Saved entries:
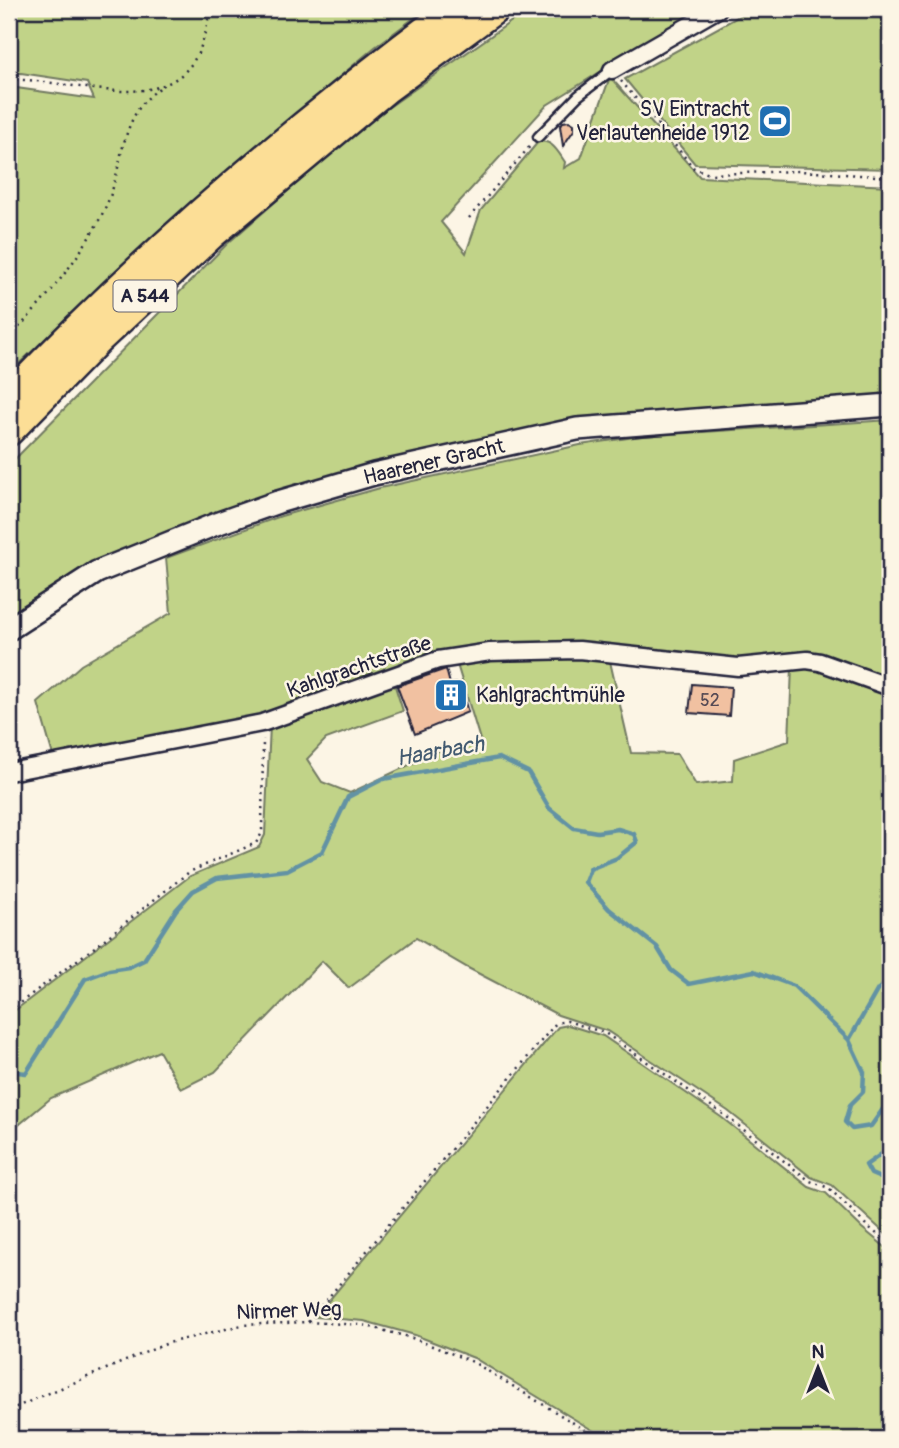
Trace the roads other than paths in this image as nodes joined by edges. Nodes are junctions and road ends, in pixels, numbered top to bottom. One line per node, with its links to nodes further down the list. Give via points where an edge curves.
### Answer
1 (454, 9): 6 (highway, A 544, via 300,127 128,281)
2 (495, 9): 8 (highway, A 544, via 386,89 212,234)
3 (718, 9): 4 (street)
4 (612, 70): 5 (lane, via 578,96)
5 (538, 137)
6 (9, 398)
7 (890, 405): 9 (main road, Haarener Gracht, via 578,429 374,474 228,519 97,572)
8 (9, 432)
9 (9, 629)
10 (890, 687): 11 (street, Kahlgrachtstraße, via 807,660 738,667 579,650 490,652 438,660 262,723)
11 (9, 772)

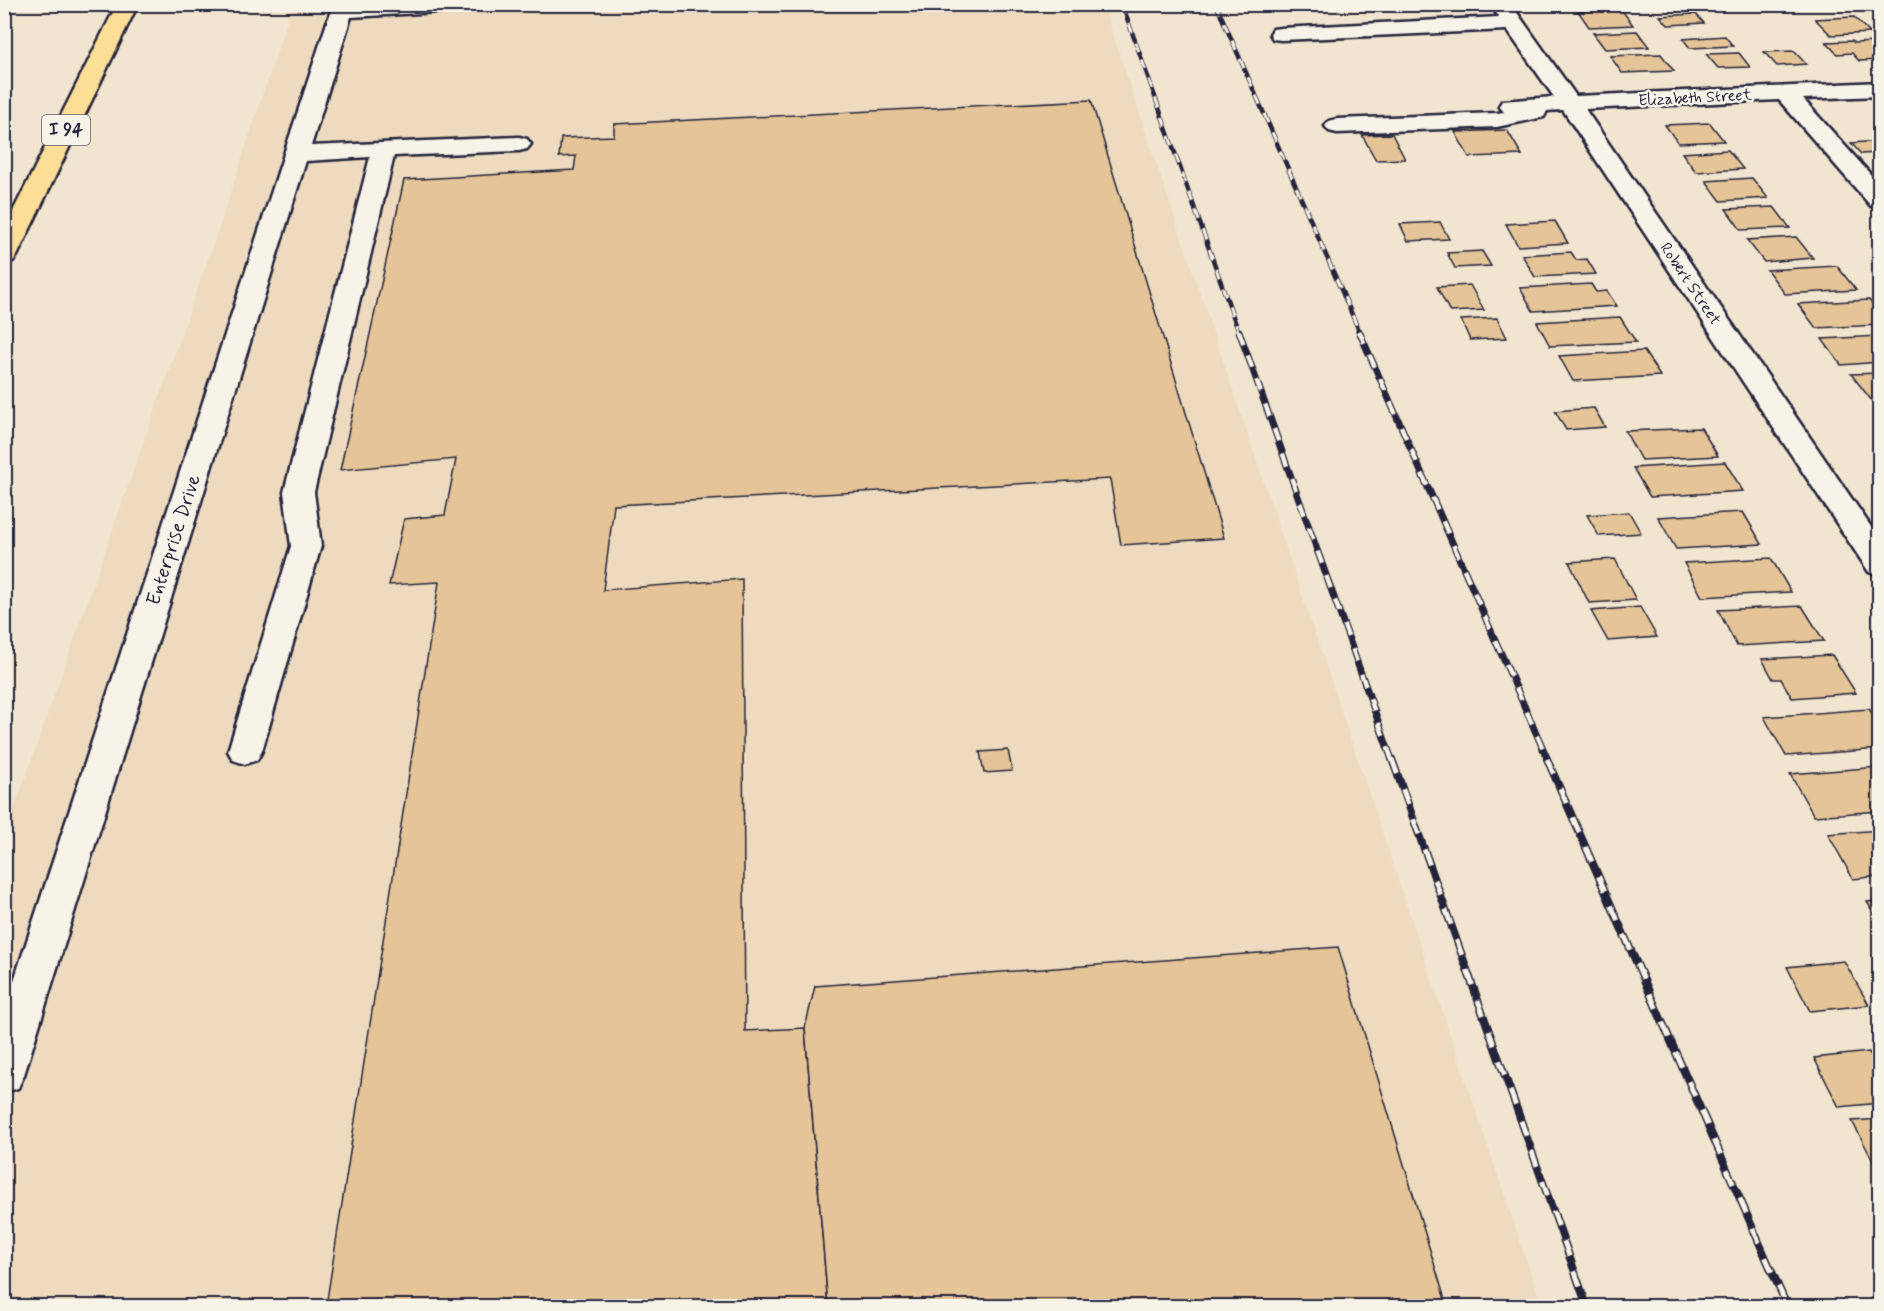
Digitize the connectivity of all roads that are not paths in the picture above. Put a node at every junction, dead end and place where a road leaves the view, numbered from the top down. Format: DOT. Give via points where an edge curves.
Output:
graph roads {
  1 [pos="128,4"];
  2 [pos="474,4"];
  3 [pos="343,8"];
  4 [pos="1507,14"];
  5 [pos="1281,34"];
  6 [pos="1880,89"];
  7 [pos="1785,93"];
  8 [pos="1510,106"];
  9 [pos="1572,107"];
  10 [pos="1337,126"];
  11 [pos="519,144"];
  12 [pos="384,149"];
  13 [pos="296,154"];
  14 [pos="1880,201"];
  15 [pos="4,256"];
  16 [pos="1880,564"];
  17 [pos="245,751"];
  18 [pos="4,1075"];
  1 -- 15 [label="highway, I 94"];
  2 -- 3 [label="street"];
  3 -- 13 [label="street, Enterprise Drive"];
  4 -- 5 [label="street"];
  4 -- 9 [label="street, Robert Street"];
  6 -- 7 [label="street, Elizabeth Street"];
  7 -- 9 [label="street, Elizabeth Street"];
  7 -- 14 [label="street"];
  8 -- 9 [label="street, Elizabeth Street"];
  9 -- 10 [label="street" via="1497,120"];
  9 -- 16 [label="street, Robert Street"];
  11 -- 12 [label="street"];
  12 -- 13 [label="street"];
  12 -- 17 [label="street" via="299,492 306,546"];
  13 -- 18 [label="street, Enterprise Drive"];
}
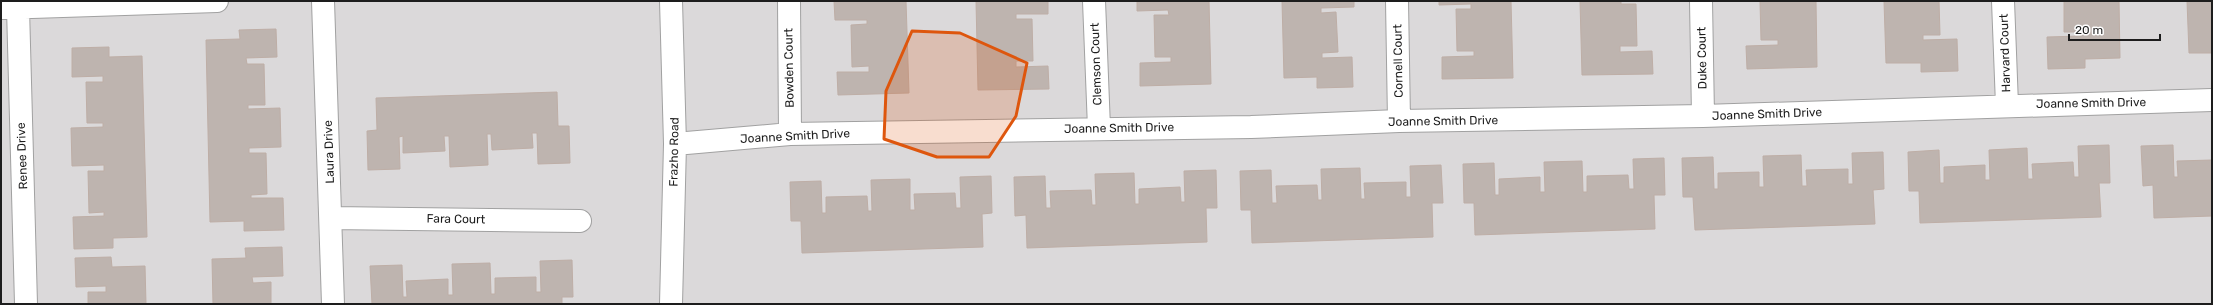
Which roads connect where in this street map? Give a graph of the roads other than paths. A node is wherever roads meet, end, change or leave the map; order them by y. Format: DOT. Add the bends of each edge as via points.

■ INSTRUCTIONS FOR THE TASK ■
Each record is to be copied word for word, with no images carried over.

■ FINISHED TASK ■
Trace the roads other than paths in this image as nodes joined by edges. Nodes are junctions and road ends, in pixels, numbered top to bottom. One line per node, with its links to nodes further down the list. Give via points where an edge curves.
### Answer
1 (454, 9): 6 (highway, A 544, via 300,127 128,281)
2 (495, 9): 8 (highway, A 544, via 386,89 212,234)
3 (718, 9): 4 (street)
4 (612, 70): 5 (lane, via 578,96)
5 (538, 137)
6 (9, 398)
7 (890, 405): 9 (main road, Haarener Gracht, via 578,429 374,474 228,519 97,572)
8 (9, 432)
9 (9, 629)
10 (890, 687): 11 (street, Kahlgrachtstraße, via 807,660 738,667 579,650 490,652 438,660 262,723)
11 (9, 772)

Digitize the connectivity of all roads that are not paths in the picture above. Put a node at every junction, dead end and place where a road leaves the view, numbered from the top down. Format: DOT. Give via points where an edge curves.
Output:
graph roads {
  1 [pos="128,4"];
  2 [pos="474,4"];
  3 [pos="343,8"];
  4 [pos="1507,14"];
  5 [pos="1281,34"];
  6 [pos="1880,89"];
  7 [pos="1785,93"];
  8 [pos="1510,106"];
  9 [pos="1572,107"];
  10 [pos="1337,126"];
  11 [pos="519,144"];
  12 [pos="384,149"];
  13 [pos="296,154"];
  14 [pos="1880,201"];
  15 [pos="4,256"];
  16 [pos="1880,564"];
  17 [pos="245,751"];
  18 [pos="4,1075"];
  1 -- 15 [label="highway, I 94"];
  2 -- 3 [label="street"];
  3 -- 13 [label="street, Enterprise Drive"];
  4 -- 5 [label="street"];
  4 -- 9 [label="street, Robert Street"];
  6 -- 7 [label="street, Elizabeth Street"];
  7 -- 9 [label="street, Elizabeth Street"];
  7 -- 14 [label="street"];
  8 -- 9 [label="street, Elizabeth Street"];
  9 -- 10 [label="street" via="1497,120"];
  9 -- 16 [label="street, Robert Street"];
  11 -- 12 [label="street"];
  12 -- 13 [label="street"];
  12 -- 17 [label="street" via="299,492 306,546"];
  13 -- 18 [label="street, Enterprise Drive"];
}
Which roads connect where in this street map? Give a graph of the roads other than paths. A node is wherever roads meet, end, change or leave the map; order them by y. Format: DOT. Add the bends of each edge as via points.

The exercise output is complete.